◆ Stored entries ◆
*** Begin section ***

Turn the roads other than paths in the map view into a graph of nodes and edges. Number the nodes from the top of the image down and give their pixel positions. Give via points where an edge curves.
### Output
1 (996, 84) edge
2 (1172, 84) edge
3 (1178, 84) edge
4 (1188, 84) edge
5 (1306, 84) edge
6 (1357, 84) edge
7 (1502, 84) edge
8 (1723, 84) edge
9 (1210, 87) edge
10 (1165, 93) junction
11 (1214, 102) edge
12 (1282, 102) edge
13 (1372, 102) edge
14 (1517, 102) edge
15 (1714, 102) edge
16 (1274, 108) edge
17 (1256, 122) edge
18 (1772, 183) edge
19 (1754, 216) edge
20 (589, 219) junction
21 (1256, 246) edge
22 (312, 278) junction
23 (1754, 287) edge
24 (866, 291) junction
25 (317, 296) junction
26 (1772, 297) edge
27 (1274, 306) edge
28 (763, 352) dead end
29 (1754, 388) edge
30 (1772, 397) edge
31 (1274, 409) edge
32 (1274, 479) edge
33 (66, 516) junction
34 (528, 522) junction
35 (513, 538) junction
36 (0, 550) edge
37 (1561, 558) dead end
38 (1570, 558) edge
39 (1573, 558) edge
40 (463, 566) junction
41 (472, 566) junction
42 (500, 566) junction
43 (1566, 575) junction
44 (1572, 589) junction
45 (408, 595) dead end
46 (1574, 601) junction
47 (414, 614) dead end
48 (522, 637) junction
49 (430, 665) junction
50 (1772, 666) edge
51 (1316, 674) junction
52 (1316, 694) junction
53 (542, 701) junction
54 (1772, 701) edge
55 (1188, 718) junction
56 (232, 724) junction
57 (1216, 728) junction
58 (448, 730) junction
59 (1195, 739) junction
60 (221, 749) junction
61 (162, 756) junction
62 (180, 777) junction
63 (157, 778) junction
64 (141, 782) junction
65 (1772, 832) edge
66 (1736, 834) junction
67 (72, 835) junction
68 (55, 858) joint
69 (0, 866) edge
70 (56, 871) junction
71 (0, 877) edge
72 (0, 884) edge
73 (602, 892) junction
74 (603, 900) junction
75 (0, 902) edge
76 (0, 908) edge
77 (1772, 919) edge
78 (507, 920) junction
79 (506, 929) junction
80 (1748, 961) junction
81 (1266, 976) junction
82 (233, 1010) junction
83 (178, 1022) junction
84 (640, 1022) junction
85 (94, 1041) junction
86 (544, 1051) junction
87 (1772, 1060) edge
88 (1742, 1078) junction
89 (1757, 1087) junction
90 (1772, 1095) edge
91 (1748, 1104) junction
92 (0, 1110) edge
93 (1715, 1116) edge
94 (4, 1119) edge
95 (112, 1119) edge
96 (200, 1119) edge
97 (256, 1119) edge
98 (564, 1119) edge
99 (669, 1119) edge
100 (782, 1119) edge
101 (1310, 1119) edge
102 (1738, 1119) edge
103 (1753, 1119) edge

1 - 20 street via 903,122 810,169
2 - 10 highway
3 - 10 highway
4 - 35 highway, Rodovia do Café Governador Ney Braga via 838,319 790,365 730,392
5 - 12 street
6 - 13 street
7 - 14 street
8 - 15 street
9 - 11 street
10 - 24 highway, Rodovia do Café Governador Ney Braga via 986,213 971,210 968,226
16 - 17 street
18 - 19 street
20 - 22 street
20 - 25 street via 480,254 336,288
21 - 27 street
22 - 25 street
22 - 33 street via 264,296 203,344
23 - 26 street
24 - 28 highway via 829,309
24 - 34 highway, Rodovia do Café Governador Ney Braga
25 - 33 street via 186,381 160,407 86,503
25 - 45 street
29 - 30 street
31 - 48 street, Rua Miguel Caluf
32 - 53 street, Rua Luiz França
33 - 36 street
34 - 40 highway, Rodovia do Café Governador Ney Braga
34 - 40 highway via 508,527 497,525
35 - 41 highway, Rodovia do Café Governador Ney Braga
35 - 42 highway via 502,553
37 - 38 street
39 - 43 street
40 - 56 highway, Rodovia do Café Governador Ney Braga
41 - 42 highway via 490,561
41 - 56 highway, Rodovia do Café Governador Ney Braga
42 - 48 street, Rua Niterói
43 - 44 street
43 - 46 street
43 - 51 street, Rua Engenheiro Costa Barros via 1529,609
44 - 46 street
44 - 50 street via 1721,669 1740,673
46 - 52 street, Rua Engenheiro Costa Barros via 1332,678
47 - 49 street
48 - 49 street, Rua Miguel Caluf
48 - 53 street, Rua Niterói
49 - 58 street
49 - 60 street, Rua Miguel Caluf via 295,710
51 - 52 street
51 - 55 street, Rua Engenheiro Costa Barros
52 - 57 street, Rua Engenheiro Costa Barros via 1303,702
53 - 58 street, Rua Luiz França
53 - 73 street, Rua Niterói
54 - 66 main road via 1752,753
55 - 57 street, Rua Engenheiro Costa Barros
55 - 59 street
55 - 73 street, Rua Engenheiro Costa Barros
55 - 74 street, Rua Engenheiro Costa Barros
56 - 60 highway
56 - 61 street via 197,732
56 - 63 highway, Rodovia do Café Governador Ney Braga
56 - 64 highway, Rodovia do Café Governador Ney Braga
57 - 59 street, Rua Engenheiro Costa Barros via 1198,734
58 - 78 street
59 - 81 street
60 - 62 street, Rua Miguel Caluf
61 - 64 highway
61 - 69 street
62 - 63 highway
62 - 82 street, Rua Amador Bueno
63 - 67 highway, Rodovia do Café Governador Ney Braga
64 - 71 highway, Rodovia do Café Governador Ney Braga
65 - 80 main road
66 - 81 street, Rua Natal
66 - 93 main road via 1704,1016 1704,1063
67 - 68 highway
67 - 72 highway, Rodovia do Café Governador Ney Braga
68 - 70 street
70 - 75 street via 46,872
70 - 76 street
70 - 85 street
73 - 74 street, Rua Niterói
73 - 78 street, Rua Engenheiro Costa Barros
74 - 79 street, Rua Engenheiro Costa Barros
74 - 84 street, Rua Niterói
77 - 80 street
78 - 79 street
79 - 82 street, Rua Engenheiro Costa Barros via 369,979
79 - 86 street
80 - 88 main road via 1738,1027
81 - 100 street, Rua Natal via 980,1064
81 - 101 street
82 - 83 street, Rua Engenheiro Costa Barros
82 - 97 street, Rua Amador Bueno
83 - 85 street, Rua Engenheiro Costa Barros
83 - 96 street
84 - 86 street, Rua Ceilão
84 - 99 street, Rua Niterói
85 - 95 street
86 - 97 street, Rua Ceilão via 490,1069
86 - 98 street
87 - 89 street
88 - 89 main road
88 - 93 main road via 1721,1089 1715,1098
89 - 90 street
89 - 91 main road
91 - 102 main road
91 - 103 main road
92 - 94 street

*** End section ***

Repeat all the entries word for word.

◆ PROBLEM SOLUTION ◆
Turn the roads other than paths in the map view into a graph of nodes and edges. Number the nodes from the top of the image down and give their pixel positions. Give via points where an edge curves.
### Output
1 (996, 84) edge
2 (1172, 84) edge
3 (1178, 84) edge
4 (1188, 84) edge
5 (1306, 84) edge
6 (1357, 84) edge
7 (1502, 84) edge
8 (1723, 84) edge
9 (1210, 87) edge
10 (1165, 93) junction
11 (1214, 102) edge
12 (1282, 102) edge
13 (1372, 102) edge
14 (1517, 102) edge
15 (1714, 102) edge
16 (1274, 108) edge
17 (1256, 122) edge
18 (1772, 183) edge
19 (1754, 216) edge
20 (589, 219) junction
21 (1256, 246) edge
22 (312, 278) junction
23 (1754, 287) edge
24 (866, 291) junction
25 (317, 296) junction
26 (1772, 297) edge
27 (1274, 306) edge
28 (763, 352) dead end
29 (1754, 388) edge
30 (1772, 397) edge
31 (1274, 409) edge
32 (1274, 479) edge
33 (66, 516) junction
34 (528, 522) junction
35 (513, 538) junction
36 (0, 550) edge
37 (1561, 558) dead end
38 (1570, 558) edge
39 (1573, 558) edge
40 (463, 566) junction
41 (472, 566) junction
42 (500, 566) junction
43 (1566, 575) junction
44 (1572, 589) junction
45 (408, 595) dead end
46 (1574, 601) junction
47 (414, 614) dead end
48 (522, 637) junction
49 (430, 665) junction
50 (1772, 666) edge
51 (1316, 674) junction
52 (1316, 694) junction
53 (542, 701) junction
54 (1772, 701) edge
55 (1188, 718) junction
56 (232, 724) junction
57 (1216, 728) junction
58 (448, 730) junction
59 (1195, 739) junction
60 (221, 749) junction
61 (162, 756) junction
62 (180, 777) junction
63 (157, 778) junction
64 (141, 782) junction
65 (1772, 832) edge
66 (1736, 834) junction
67 (72, 835) junction
68 (55, 858) joint
69 (0, 866) edge
70 (56, 871) junction
71 (0, 877) edge
72 (0, 884) edge
73 (602, 892) junction
74 (603, 900) junction
75 (0, 902) edge
76 (0, 908) edge
77 (1772, 919) edge
78 (507, 920) junction
79 (506, 929) junction
80 (1748, 961) junction
81 (1266, 976) junction
82 (233, 1010) junction
83 (178, 1022) junction
84 (640, 1022) junction
85 (94, 1041) junction
86 (544, 1051) junction
87 (1772, 1060) edge
88 (1742, 1078) junction
89 (1757, 1087) junction
90 (1772, 1095) edge
91 (1748, 1104) junction
92 (0, 1110) edge
93 (1715, 1116) edge
94 (4, 1119) edge
95 (112, 1119) edge
96 (200, 1119) edge
97 (256, 1119) edge
98 (564, 1119) edge
99 (669, 1119) edge
100 (782, 1119) edge
101 (1310, 1119) edge
102 (1738, 1119) edge
103 (1753, 1119) edge

1 - 20 street via 903,122 810,169
2 - 10 highway
3 - 10 highway
4 - 35 highway, Rodovia do Café Governador Ney Braga via 838,319 790,365 730,392
5 - 12 street
6 - 13 street
7 - 14 street
8 - 15 street
9 - 11 street
10 - 24 highway, Rodovia do Café Governador Ney Braga via 986,213 971,210 968,226
16 - 17 street
18 - 19 street
20 - 22 street
20 - 25 street via 480,254 336,288
21 - 27 street
22 - 25 street
22 - 33 street via 264,296 203,344
23 - 26 street
24 - 28 highway via 829,309
24 - 34 highway, Rodovia do Café Governador Ney Braga
25 - 33 street via 186,381 160,407 86,503
25 - 45 street
29 - 30 street
31 - 48 street, Rua Miguel Caluf
32 - 53 street, Rua Luiz França
33 - 36 street
34 - 40 highway, Rodovia do Café Governador Ney Braga
34 - 40 highway via 508,527 497,525
35 - 41 highway, Rodovia do Café Governador Ney Braga
35 - 42 highway via 502,553
37 - 38 street
39 - 43 street
40 - 56 highway, Rodovia do Café Governador Ney Braga
41 - 42 highway via 490,561
41 - 56 highway, Rodovia do Café Governador Ney Braga
42 - 48 street, Rua Niterói
43 - 44 street
43 - 46 street
43 - 51 street, Rua Engenheiro Costa Barros via 1529,609
44 - 46 street
44 - 50 street via 1721,669 1740,673
46 - 52 street, Rua Engenheiro Costa Barros via 1332,678
47 - 49 street
48 - 49 street, Rua Miguel Caluf
48 - 53 street, Rua Niterói
49 - 58 street
49 - 60 street, Rua Miguel Caluf via 295,710
51 - 52 street
51 - 55 street, Rua Engenheiro Costa Barros
52 - 57 street, Rua Engenheiro Costa Barros via 1303,702
53 - 58 street, Rua Luiz França
53 - 73 street, Rua Niterói
54 - 66 main road via 1752,753
55 - 57 street, Rua Engenheiro Costa Barros
55 - 59 street
55 - 73 street, Rua Engenheiro Costa Barros
55 - 74 street, Rua Engenheiro Costa Barros
56 - 60 highway
56 - 61 street via 197,732
56 - 63 highway, Rodovia do Café Governador Ney Braga
56 - 64 highway, Rodovia do Café Governador Ney Braga
57 - 59 street, Rua Engenheiro Costa Barros via 1198,734
58 - 78 street
59 - 81 street
60 - 62 street, Rua Miguel Caluf
61 - 64 highway
61 - 69 street
62 - 63 highway
62 - 82 street, Rua Amador Bueno
63 - 67 highway, Rodovia do Café Governador Ney Braga
64 - 71 highway, Rodovia do Café Governador Ney Braga
65 - 80 main road
66 - 81 street, Rua Natal
66 - 93 main road via 1704,1016 1704,1063
67 - 68 highway
67 - 72 highway, Rodovia do Café Governador Ney Braga
68 - 70 street
70 - 75 street via 46,872
70 - 76 street
70 - 85 street
73 - 74 street, Rua Niterói
73 - 78 street, Rua Engenheiro Costa Barros
74 - 79 street, Rua Engenheiro Costa Barros
74 - 84 street, Rua Niterói
77 - 80 street
78 - 79 street
79 - 82 street, Rua Engenheiro Costa Barros via 369,979
79 - 86 street
80 - 88 main road via 1738,1027
81 - 100 street, Rua Natal via 980,1064
81 - 101 street
82 - 83 street, Rua Engenheiro Costa Barros
82 - 97 street, Rua Amador Bueno
83 - 85 street, Rua Engenheiro Costa Barros
83 - 96 street
84 - 86 street, Rua Ceilão
84 - 99 street, Rua Niterói
85 - 95 street
86 - 97 street, Rua Ceilão via 490,1069
86 - 98 street
87 - 89 street
88 - 89 main road
88 - 93 main road via 1721,1089 1715,1098
89 - 90 street
89 - 91 main road
91 - 102 main road
91 - 103 main road
92 - 94 street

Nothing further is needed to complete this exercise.